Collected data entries
┄┄┄┄┄┄┄┄┄┄
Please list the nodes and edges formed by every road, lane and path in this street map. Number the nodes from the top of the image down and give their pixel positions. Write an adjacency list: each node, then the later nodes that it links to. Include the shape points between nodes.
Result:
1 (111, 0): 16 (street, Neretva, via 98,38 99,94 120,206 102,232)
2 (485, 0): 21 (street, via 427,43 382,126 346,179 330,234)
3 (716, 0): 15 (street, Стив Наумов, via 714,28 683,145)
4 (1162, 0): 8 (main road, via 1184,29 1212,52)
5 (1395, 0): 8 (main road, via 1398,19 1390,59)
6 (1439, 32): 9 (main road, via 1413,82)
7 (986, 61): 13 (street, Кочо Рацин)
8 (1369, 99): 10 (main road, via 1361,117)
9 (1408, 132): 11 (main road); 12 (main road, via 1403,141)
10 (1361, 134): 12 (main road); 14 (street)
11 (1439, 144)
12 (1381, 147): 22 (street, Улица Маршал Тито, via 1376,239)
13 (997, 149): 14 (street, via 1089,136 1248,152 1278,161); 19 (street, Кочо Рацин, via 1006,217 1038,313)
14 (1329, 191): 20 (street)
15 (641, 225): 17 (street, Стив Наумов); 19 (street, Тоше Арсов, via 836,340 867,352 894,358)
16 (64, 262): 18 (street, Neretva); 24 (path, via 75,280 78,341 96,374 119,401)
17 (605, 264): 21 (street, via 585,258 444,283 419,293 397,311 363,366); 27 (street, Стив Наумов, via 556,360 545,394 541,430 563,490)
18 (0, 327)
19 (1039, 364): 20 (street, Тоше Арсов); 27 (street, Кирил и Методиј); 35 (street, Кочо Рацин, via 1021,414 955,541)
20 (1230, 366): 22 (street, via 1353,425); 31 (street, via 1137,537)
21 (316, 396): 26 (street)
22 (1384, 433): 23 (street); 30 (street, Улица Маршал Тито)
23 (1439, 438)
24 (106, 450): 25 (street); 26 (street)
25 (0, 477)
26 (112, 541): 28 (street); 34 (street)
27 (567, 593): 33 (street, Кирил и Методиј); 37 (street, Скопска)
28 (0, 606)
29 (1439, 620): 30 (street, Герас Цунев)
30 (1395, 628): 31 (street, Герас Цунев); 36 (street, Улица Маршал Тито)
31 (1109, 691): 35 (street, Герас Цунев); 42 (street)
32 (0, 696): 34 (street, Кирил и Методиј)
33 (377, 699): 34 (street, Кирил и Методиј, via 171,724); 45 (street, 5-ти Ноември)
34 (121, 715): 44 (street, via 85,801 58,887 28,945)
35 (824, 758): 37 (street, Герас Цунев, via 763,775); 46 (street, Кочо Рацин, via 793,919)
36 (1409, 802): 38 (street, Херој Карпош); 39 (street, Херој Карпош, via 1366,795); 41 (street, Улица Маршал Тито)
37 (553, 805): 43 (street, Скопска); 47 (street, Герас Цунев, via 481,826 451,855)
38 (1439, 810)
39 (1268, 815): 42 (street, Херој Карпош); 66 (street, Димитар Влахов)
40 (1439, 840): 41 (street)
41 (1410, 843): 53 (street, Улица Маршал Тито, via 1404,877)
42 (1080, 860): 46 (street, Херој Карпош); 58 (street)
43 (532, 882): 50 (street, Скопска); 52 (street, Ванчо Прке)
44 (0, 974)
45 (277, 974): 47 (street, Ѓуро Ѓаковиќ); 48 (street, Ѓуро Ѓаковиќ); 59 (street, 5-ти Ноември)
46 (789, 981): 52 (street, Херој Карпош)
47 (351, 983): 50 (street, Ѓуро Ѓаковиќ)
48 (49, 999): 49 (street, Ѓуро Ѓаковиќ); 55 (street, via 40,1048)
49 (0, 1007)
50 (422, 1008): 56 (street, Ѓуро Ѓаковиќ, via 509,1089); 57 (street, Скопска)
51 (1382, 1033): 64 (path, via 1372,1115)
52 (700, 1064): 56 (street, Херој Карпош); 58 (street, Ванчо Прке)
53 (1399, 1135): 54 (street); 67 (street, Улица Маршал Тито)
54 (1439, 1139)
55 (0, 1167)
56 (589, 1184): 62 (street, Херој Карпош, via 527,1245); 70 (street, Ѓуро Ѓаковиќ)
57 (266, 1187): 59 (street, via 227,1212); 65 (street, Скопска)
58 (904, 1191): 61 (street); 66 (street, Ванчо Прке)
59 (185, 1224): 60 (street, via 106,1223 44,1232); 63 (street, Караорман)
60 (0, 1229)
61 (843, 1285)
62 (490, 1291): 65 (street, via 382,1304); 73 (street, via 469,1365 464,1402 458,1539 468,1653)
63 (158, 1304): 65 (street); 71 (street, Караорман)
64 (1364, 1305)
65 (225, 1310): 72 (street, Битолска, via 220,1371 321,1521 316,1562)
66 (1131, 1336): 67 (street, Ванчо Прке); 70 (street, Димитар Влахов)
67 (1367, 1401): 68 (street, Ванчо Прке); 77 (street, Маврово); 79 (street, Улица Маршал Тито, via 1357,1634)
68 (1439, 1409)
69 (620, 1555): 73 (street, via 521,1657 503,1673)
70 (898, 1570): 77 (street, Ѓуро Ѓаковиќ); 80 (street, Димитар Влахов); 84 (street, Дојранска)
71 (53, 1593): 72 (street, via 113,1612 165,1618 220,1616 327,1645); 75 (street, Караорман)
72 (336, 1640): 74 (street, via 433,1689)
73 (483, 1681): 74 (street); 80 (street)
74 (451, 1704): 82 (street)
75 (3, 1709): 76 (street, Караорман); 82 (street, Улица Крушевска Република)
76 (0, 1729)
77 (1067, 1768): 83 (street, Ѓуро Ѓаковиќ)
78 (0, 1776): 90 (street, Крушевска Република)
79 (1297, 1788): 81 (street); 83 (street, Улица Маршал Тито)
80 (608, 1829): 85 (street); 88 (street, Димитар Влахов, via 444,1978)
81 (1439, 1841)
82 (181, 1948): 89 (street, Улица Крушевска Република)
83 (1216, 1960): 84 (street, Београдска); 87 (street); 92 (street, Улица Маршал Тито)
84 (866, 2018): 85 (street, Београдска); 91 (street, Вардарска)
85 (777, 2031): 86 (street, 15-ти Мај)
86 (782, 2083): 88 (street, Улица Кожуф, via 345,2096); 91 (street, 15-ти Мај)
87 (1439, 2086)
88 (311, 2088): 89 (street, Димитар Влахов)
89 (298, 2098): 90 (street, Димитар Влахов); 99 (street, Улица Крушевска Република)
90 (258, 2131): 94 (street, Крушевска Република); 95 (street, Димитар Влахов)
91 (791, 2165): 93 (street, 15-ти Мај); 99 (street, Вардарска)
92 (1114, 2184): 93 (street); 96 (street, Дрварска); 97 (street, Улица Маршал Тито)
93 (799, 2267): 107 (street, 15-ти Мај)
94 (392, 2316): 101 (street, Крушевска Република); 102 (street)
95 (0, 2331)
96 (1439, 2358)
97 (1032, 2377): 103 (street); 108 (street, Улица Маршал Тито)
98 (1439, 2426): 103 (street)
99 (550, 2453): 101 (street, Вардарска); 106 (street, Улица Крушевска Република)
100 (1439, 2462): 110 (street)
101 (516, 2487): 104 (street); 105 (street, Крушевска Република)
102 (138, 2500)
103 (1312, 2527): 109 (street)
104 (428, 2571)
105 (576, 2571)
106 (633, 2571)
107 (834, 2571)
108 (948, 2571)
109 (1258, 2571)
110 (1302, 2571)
┄┄┄┄┄┄┄┄┄┄
- _Exercise instructions_
What is wanted is the full set of entries above, reproduced exactly.

- _Your solution_
Please list the nodes and edges formed by every road, lane and path in this street map. Number the nodes from the top of the image down and give their pixel positions. Write an adjacency list: each node, then the later nodes that it links to. Include the shape points between nodes.
Result:
1 (111, 0): 16 (street, Neretva, via 98,38 99,94 120,206 102,232)
2 (485, 0): 21 (street, via 427,43 382,126 346,179 330,234)
3 (716, 0): 15 (street, Стив Наумов, via 714,28 683,145)
4 (1162, 0): 8 (main road, via 1184,29 1212,52)
5 (1395, 0): 8 (main road, via 1398,19 1390,59)
6 (1439, 32): 9 (main road, via 1413,82)
7 (986, 61): 13 (street, Кочо Рацин)
8 (1369, 99): 10 (main road, via 1361,117)
9 (1408, 132): 11 (main road); 12 (main road, via 1403,141)
10 (1361, 134): 12 (main road); 14 (street)
11 (1439, 144)
12 (1381, 147): 22 (street, Улица Маршал Тито, via 1376,239)
13 (997, 149): 14 (street, via 1089,136 1248,152 1278,161); 19 (street, Кочо Рацин, via 1006,217 1038,313)
14 (1329, 191): 20 (street)
15 (641, 225): 17 (street, Стив Наумов); 19 (street, Тоше Арсов, via 836,340 867,352 894,358)
16 (64, 262): 18 (street, Neretva); 24 (path, via 75,280 78,341 96,374 119,401)
17 (605, 264): 21 (street, via 585,258 444,283 419,293 397,311 363,366); 27 (street, Стив Наумов, via 556,360 545,394 541,430 563,490)
18 (0, 327)
19 (1039, 364): 20 (street, Тоше Арсов); 27 (street, Кирил и Методиј); 35 (street, Кочо Рацин, via 1021,414 955,541)
20 (1230, 366): 22 (street, via 1353,425); 31 (street, via 1137,537)
21 (316, 396): 26 (street)
22 (1384, 433): 23 (street); 30 (street, Улица Маршал Тито)
23 (1439, 438)
24 (106, 450): 25 (street); 26 (street)
25 (0, 477)
26 (112, 541): 28 (street); 34 (street)
27 (567, 593): 33 (street, Кирил и Методиј); 37 (street, Скопска)
28 (0, 606)
29 (1439, 620): 30 (street, Герас Цунев)
30 (1395, 628): 31 (street, Герас Цунев); 36 (street, Улица Маршал Тито)
31 (1109, 691): 35 (street, Герас Цунев); 42 (street)
32 (0, 696): 34 (street, Кирил и Методиј)
33 (377, 699): 34 (street, Кирил и Методиј, via 171,724); 45 (street, 5-ти Ноември)
34 (121, 715): 44 (street, via 85,801 58,887 28,945)
35 (824, 758): 37 (street, Герас Цунев, via 763,775); 46 (street, Кочо Рацин, via 793,919)
36 (1409, 802): 38 (street, Херој Карпош); 39 (street, Херој Карпош, via 1366,795); 41 (street, Улица Маршал Тито)
37 (553, 805): 43 (street, Скопска); 47 (street, Герас Цунев, via 481,826 451,855)
38 (1439, 810)
39 (1268, 815): 42 (street, Херој Карпош); 66 (street, Димитар Влахов)
40 (1439, 840): 41 (street)
41 (1410, 843): 53 (street, Улица Маршал Тито, via 1404,877)
42 (1080, 860): 46 (street, Херој Карпош); 58 (street)
43 (532, 882): 50 (street, Скопска); 52 (street, Ванчо Прке)
44 (0, 974)
45 (277, 974): 47 (street, Ѓуро Ѓаковиќ); 48 (street, Ѓуро Ѓаковиќ); 59 (street, 5-ти Ноември)
46 (789, 981): 52 (street, Херој Карпош)
47 (351, 983): 50 (street, Ѓуро Ѓаковиќ)
48 (49, 999): 49 (street, Ѓуро Ѓаковиќ); 55 (street, via 40,1048)
49 (0, 1007)
50 (422, 1008): 56 (street, Ѓуро Ѓаковиќ, via 509,1089); 57 (street, Скопска)
51 (1382, 1033): 64 (path, via 1372,1115)
52 (700, 1064): 56 (street, Херој Карпош); 58 (street, Ванчо Прке)
53 (1399, 1135): 54 (street); 67 (street, Улица Маршал Тито)
54 (1439, 1139)
55 (0, 1167)
56 (589, 1184): 62 (street, Херој Карпош, via 527,1245); 70 (street, Ѓуро Ѓаковиќ)
57 (266, 1187): 59 (street, via 227,1212); 65 (street, Скопска)
58 (904, 1191): 61 (street); 66 (street, Ванчо Прке)
59 (185, 1224): 60 (street, via 106,1223 44,1232); 63 (street, Караорман)
60 (0, 1229)
61 (843, 1285)
62 (490, 1291): 65 (street, via 382,1304); 73 (street, via 469,1365 464,1402 458,1539 468,1653)
63 (158, 1304): 65 (street); 71 (street, Караорман)
64 (1364, 1305)
65 (225, 1310): 72 (street, Битолска, via 220,1371 321,1521 316,1562)
66 (1131, 1336): 67 (street, Ванчо Прке); 70 (street, Димитар Влахов)
67 (1367, 1401): 68 (street, Ванчо Прке); 77 (street, Маврово); 79 (street, Улица Маршал Тито, via 1357,1634)
68 (1439, 1409)
69 (620, 1555): 73 (street, via 521,1657 503,1673)
70 (898, 1570): 77 (street, Ѓуро Ѓаковиќ); 80 (street, Димитар Влахов); 84 (street, Дојранска)
71 (53, 1593): 72 (street, via 113,1612 165,1618 220,1616 327,1645); 75 (street, Караорман)
72 (336, 1640): 74 (street, via 433,1689)
73 (483, 1681): 74 (street); 80 (street)
74 (451, 1704): 82 (street)
75 (3, 1709): 76 (street, Караорман); 82 (street, Улица Крушевска Република)
76 (0, 1729)
77 (1067, 1768): 83 (street, Ѓуро Ѓаковиќ)
78 (0, 1776): 90 (street, Крушевска Република)
79 (1297, 1788): 81 (street); 83 (street, Улица Маршал Тито)
80 (608, 1829): 85 (street); 88 (street, Димитар Влахов, via 444,1978)
81 (1439, 1841)
82 (181, 1948): 89 (street, Улица Крушевска Република)
83 (1216, 1960): 84 (street, Београдска); 87 (street); 92 (street, Улица Маршал Тито)
84 (866, 2018): 85 (street, Београдска); 91 (street, Вардарска)
85 (777, 2031): 86 (street, 15-ти Мај)
86 (782, 2083): 88 (street, Улица Кожуф, via 345,2096); 91 (street, 15-ти Мај)
87 (1439, 2086)
88 (311, 2088): 89 (street, Димитар Влахов)
89 (298, 2098): 90 (street, Димитар Влахов); 99 (street, Улица Крушевска Република)
90 (258, 2131): 94 (street, Крушевска Република); 95 (street, Димитар Влахов)
91 (791, 2165): 93 (street, 15-ти Мај); 99 (street, Вардарска)
92 (1114, 2184): 93 (street); 96 (street, Дрварска); 97 (street, Улица Маршал Тито)
93 (799, 2267): 107 (street, 15-ти Мај)
94 (392, 2316): 101 (street, Крушевска Република); 102 (street)
95 (0, 2331)
96 (1439, 2358)
97 (1032, 2377): 103 (street); 108 (street, Улица Маршал Тито)
98 (1439, 2426): 103 (street)
99 (550, 2453): 101 (street, Вардарска); 106 (street, Улица Крушевска Република)
100 (1439, 2462): 110 (street)
101 (516, 2487): 104 (street); 105 (street, Крушевска Република)
102 (138, 2500)
103 (1312, 2527): 109 (street)
104 (428, 2571)
105 (576, 2571)
106 (633, 2571)
107 (834, 2571)
108 (948, 2571)
109 (1258, 2571)
110 (1302, 2571)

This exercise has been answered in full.